И Кристмана раздражала непонятливость русских, их попытки сопротивляться тому, что правильно, тому, что должно быть, «высшей воле», их стремление перехитрить «мировой разум» при помощи танковых атак или партизанских операций.

Но по мере того, как стало выясняться, что с окончательной победой Германии дело затягивается, Кристман все меньше думал о провидении, о неизбежности «нового порядка» и других высоких материях. Сам тому удивляясь, он замечал, что из «сверхчеловека» он постепенно превращается в обыкновенного Курта Кристмана, которому хочется только одного: жить, вернее — выжить, унести ноги подобру-поздорову. Конечно, со стороны никто не мог заметить происходившей в нем перемены. Все так же осуществлялись карательные акции, бесперебойно работала душегубка, прочесывались партизанские деревни, Кристман даже с еще большей яростью пытал и расстреливал: мстил за крушение идеи, за неудачи. Его томило желание напоследок, перед неминуемым уходом из России, напортить, нагадить как можно больше, «наломать дров», чтобы долго о нем здесь помнили.

Но служение для Кристмана кончилось. Теперь это была просто служба…

Вместе с германскими частями зондеркоманда отступала на запад. Навстречу чему?..

И Томка рассказывает мне:

«После Краснодара мы жили недели три в Камышанской, настроение у всех было подавленное, чувствовалось, что разладилось дело, и сидели они как щур в горах: посты повыставляли, боялись, особенно по ночам, что их захватят. Камышанская находилась над самыми плавнями, и я из разговоров слышала, что там, в плавнях, есть партизаны.

С нами вместе была девушка Лида, ее, так же как и меня, взяли под Краснодаром, определили в санчасть, но это — формально, а фактически кто-то из офицеров, сейчас уже не скажу кто, держал ее при себе. Однажды утром, часов в девять, я пошла по воду к лиману, вижу — она лежит в лимане убитая, лицом вниз. Я прибегаю в команду, вся дрожу: стало быть, убили ее партизаны за то, что она с немцами, и думаю, как бы мне не было то, что ей. Тут Сашка пришел. «Да ну, говорит, не убьют тебя, не бойся. А вообще положение такое, что не знаем, как выберемся отсюда». Но вскоре разнесся слух, что Лиду сами немцы убили, так как она была подосланная, была советская разведчица.

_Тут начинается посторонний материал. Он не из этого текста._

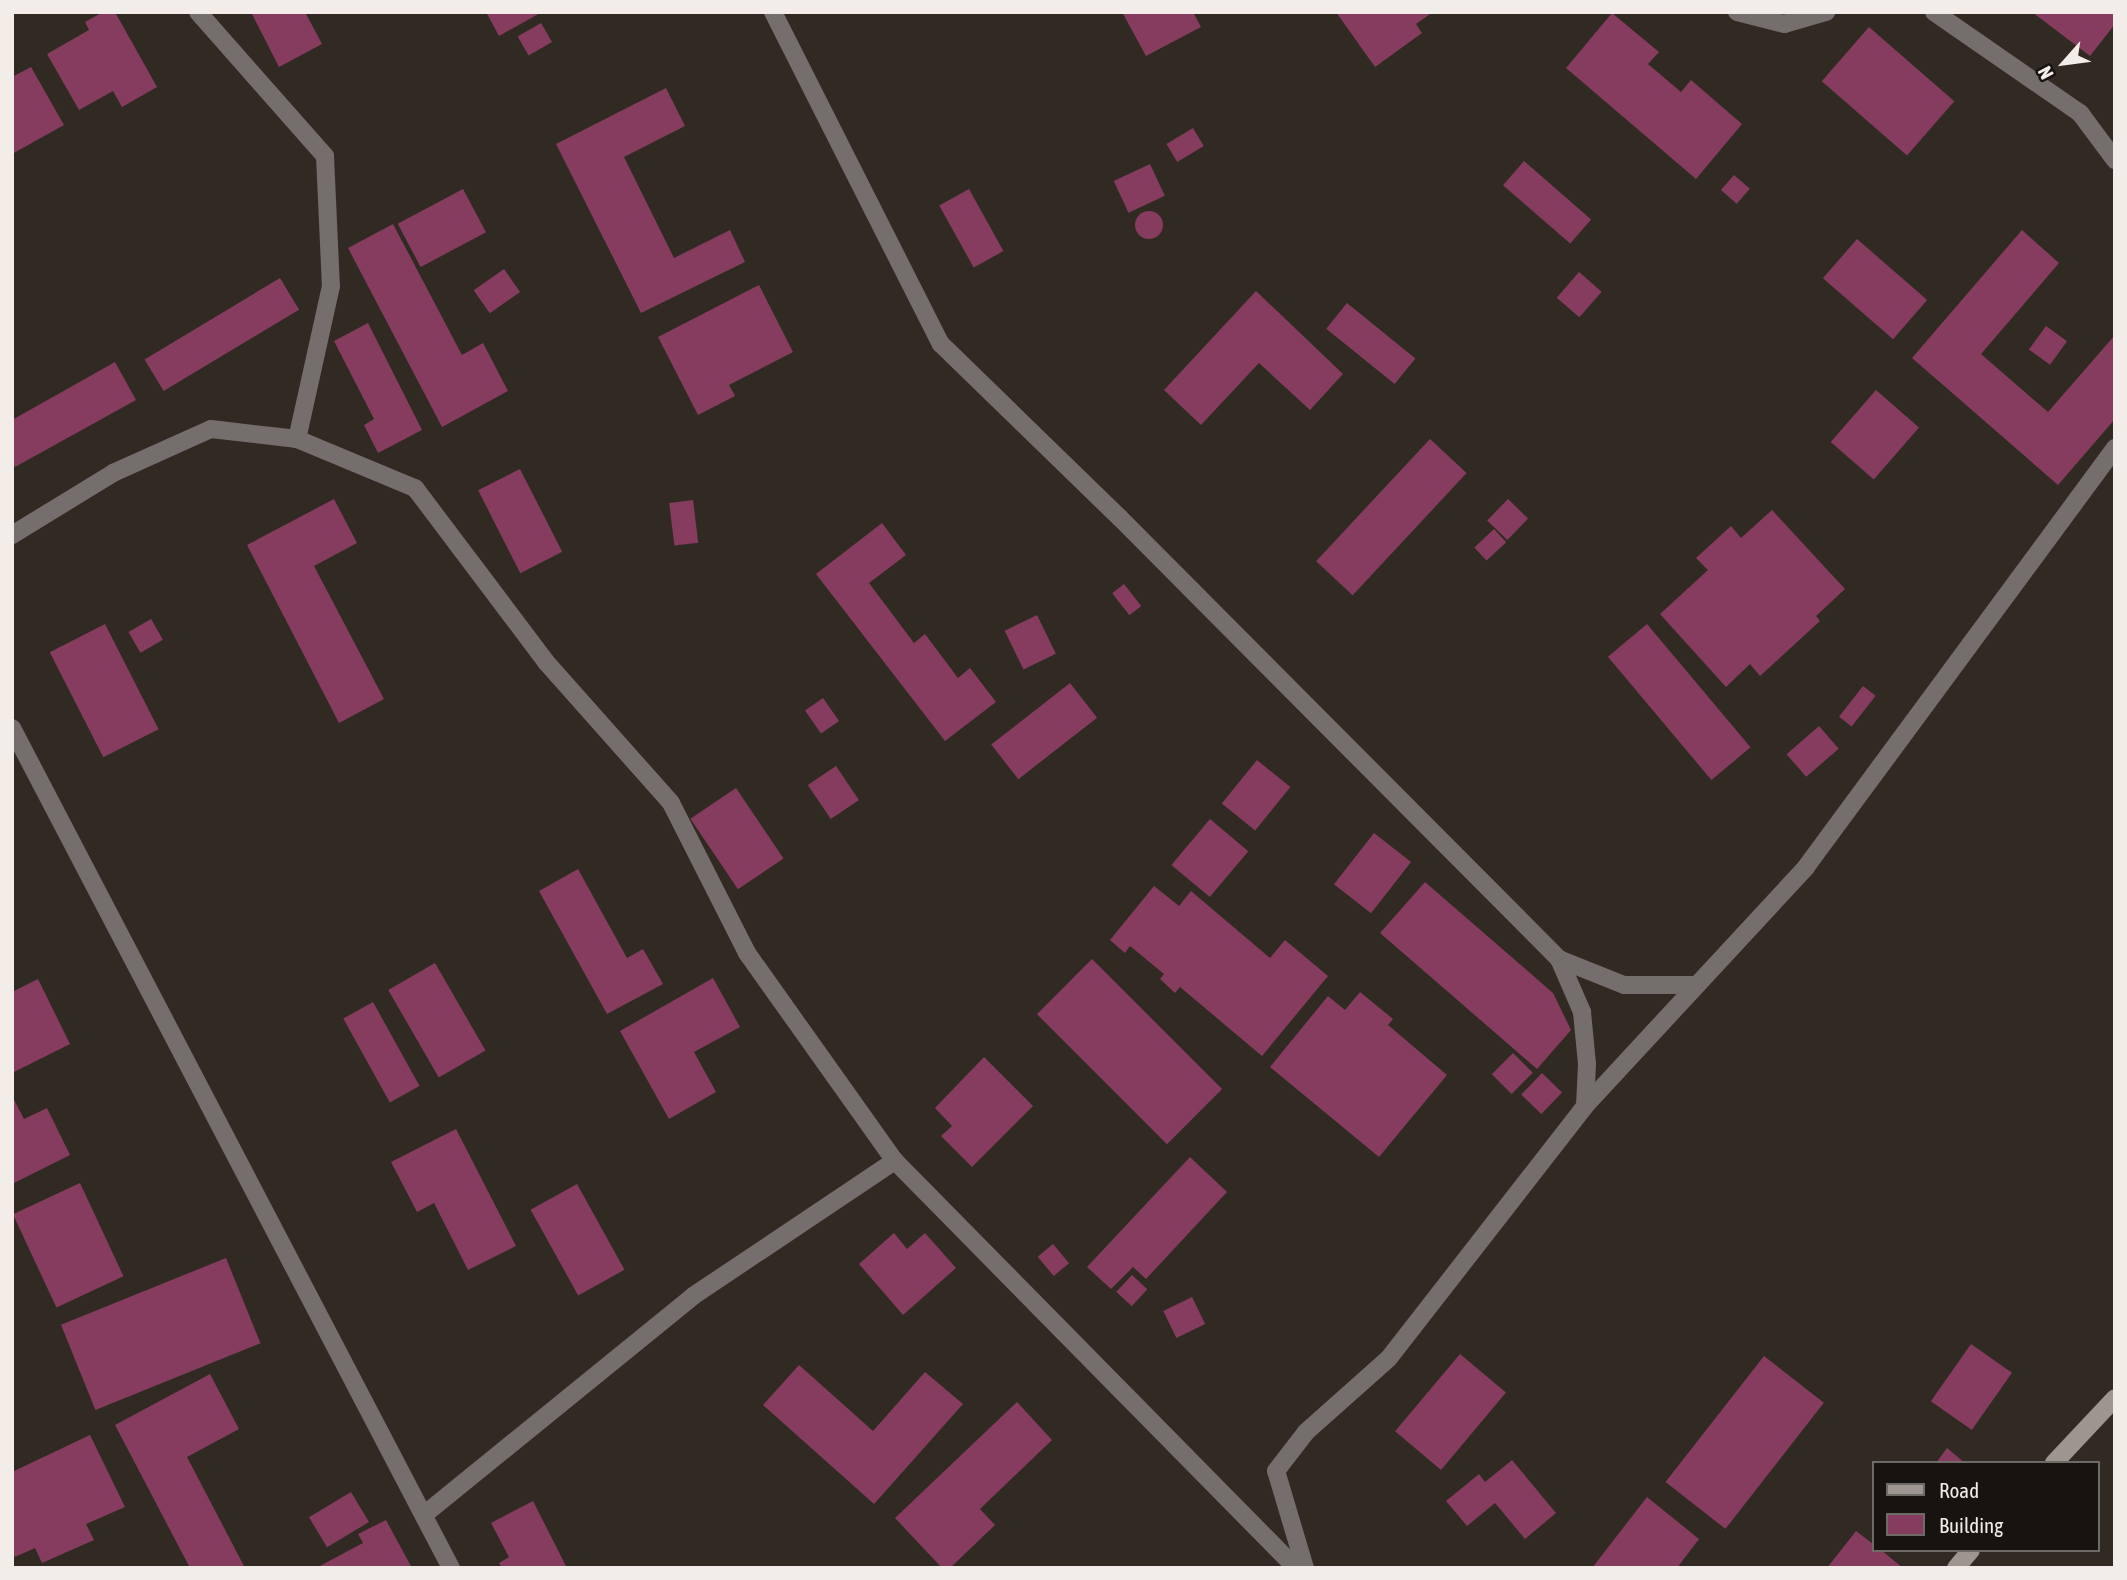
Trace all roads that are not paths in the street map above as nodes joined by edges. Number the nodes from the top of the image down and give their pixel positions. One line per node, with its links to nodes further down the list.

Одним словом, все у них не клеилось, жили только одним: скорее бы отступить. Хорошо помню солнечный февральский день, когда принесли радостную весть и кто-то из офицеров выскочил от Кристмана и закричал: «Едем, едем, едем!..»

И через несколько дней все погрузились и выехали в полном составе по направлению на Темрюк. За Темрюком ночь переночевали и встали в очередь на переправу. Там есть коса — «чушка» называют эту косу, — мы на этой косе суток трое, наверное, стояли по дорогам. Офицеры ходили, охотились в озерах на диких уток, убивали время. Когда подсунулись к переправе, там войск полно, и команду нашу ни за что не хотят пропускать: нашелся какой-то немецкий полковник армейский, как увидел, что СС, так сразу нас и задвинул в хвост, — видно, что не любил СС. Кристман, помню, рассвирепел, ругался, говорил, что среди немцев полно предателей и что он до этого полковника доберется. Еле-еле уладил, и нас пропустили пораньше. Переправлялись под усиленной бомбежкой советской авиации. Всю дорогу настроение было ужасное.

Переночевали в Симферополе, а на второй день выехали в Феодосию, а затем на Джанкой…

К тому времени состав команды уже начал меняться — выбыли куда-то Юрьев, Герц. Повар Бруно на переправе был ранен, лег в госпиталь и уже не вернулся оттуда. Стал меня опекать шофер душегубки Фриц. Его все боялись. Это был человек высоты двери, рыжий, типичный немец: крупный нос, глаза голубые, но мутные, огромные волосатые ручищи. Знаю, что у него была на родине девушка, он показывал фотокарточку — красивая такая медхен… Фриц ходил всегда неопрятный, ничего из одежды у него не было свежего, вечно потный. Как-то в воскресенье он напился, разбушевался между своими камерадами, взял из-под бензина бочку и киданул, — они все разбежались, еле его успокоили. Но ко мне относился по-человечески. Я после Джанкоя до самого Мозыря, пока отступали, спала в душегубке, — так Фриц мне всегда наложит одеял, матрацев и местечко выберет поудобней, чтоб не трясло. Но мне он был противен, мне больше нравился Ганс, его напарник. Тот был поспокойней, покультурней…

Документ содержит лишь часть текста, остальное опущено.